▶ [WHAT IS EXPECTED]
Return, from the listing that follows, each line containing the word "between".

▶ [TASK MATERIAL]
==================================================

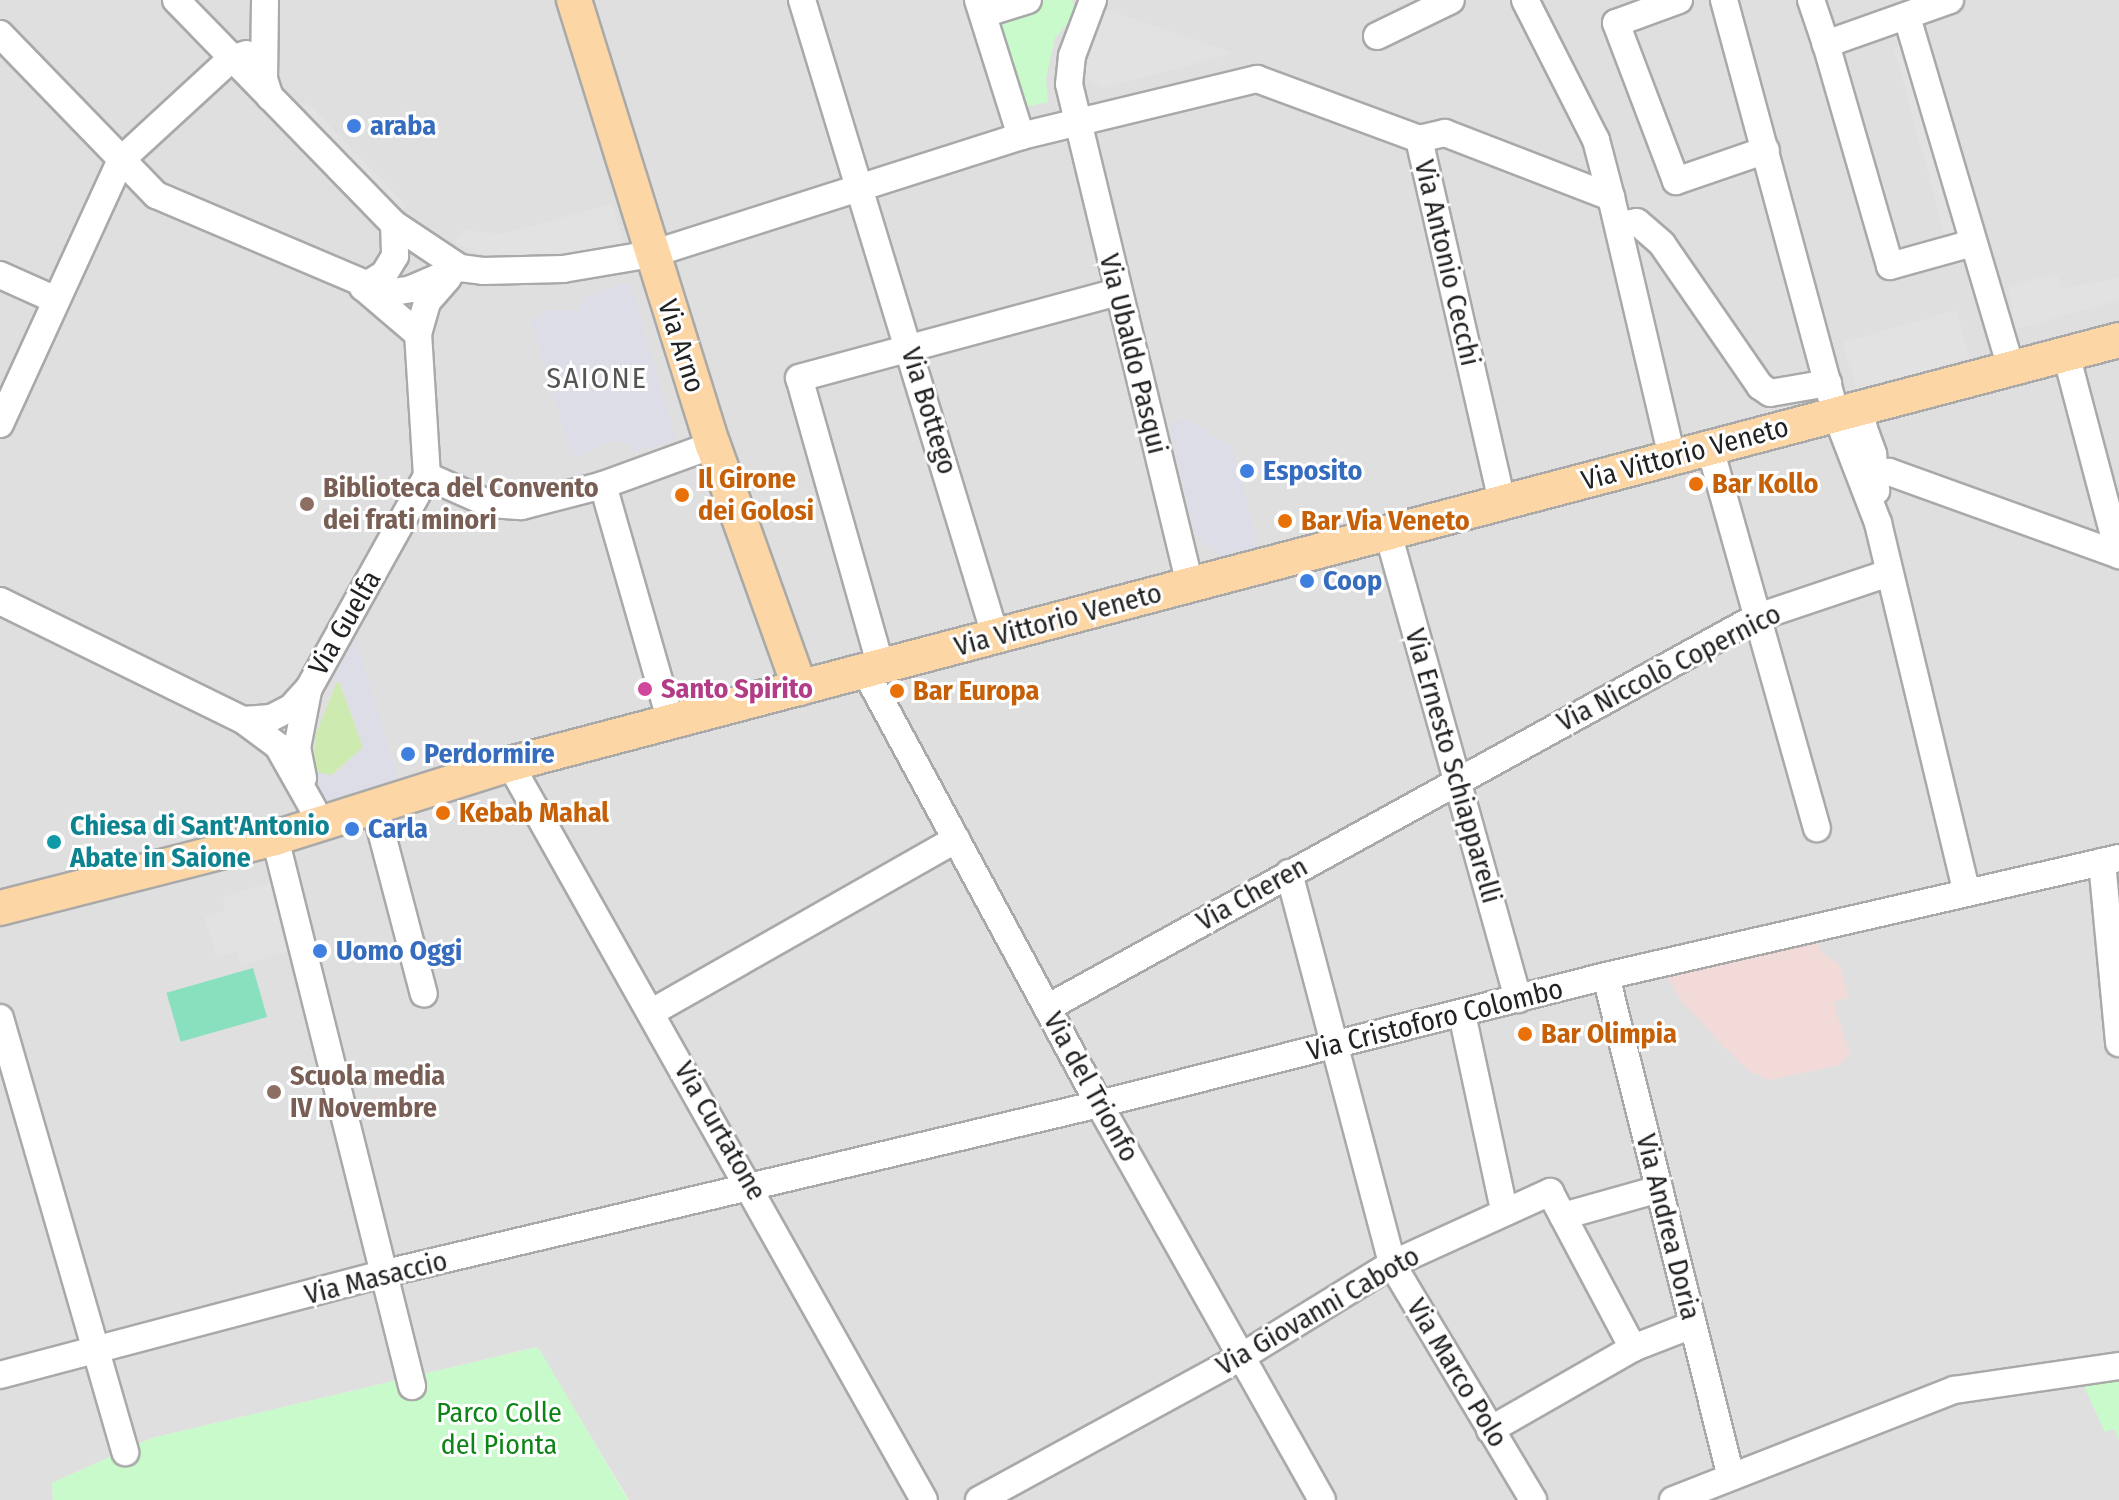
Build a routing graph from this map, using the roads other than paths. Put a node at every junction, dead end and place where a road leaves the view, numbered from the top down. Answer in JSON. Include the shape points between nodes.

==================================================

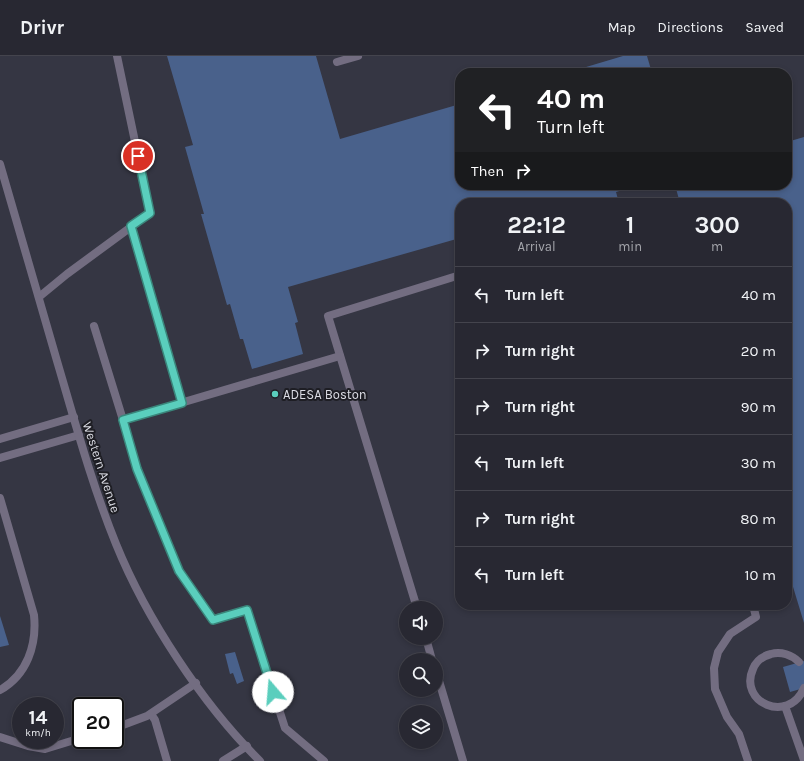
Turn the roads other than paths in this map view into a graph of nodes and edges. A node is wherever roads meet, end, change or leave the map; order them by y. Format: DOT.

==================================================

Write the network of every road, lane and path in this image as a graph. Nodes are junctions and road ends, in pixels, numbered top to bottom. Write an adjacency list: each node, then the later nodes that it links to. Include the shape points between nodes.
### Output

==================================================

▶ [RESULT FOR THIS TASK]
Build a routing graph from this map, using the roads other than paths. Put a node at every junction, dead end and place where a road leaves the view, numbered from the top down. Answer in JSON. Include the shape points between nodes.
Write the network of every road, lane and path in this image as a graph. Nodes are junctions and road ends, in pixels, numbered top to bottom. Write an adjacency list: each node, then the later nodes that it links to. Include the shape points between nodes.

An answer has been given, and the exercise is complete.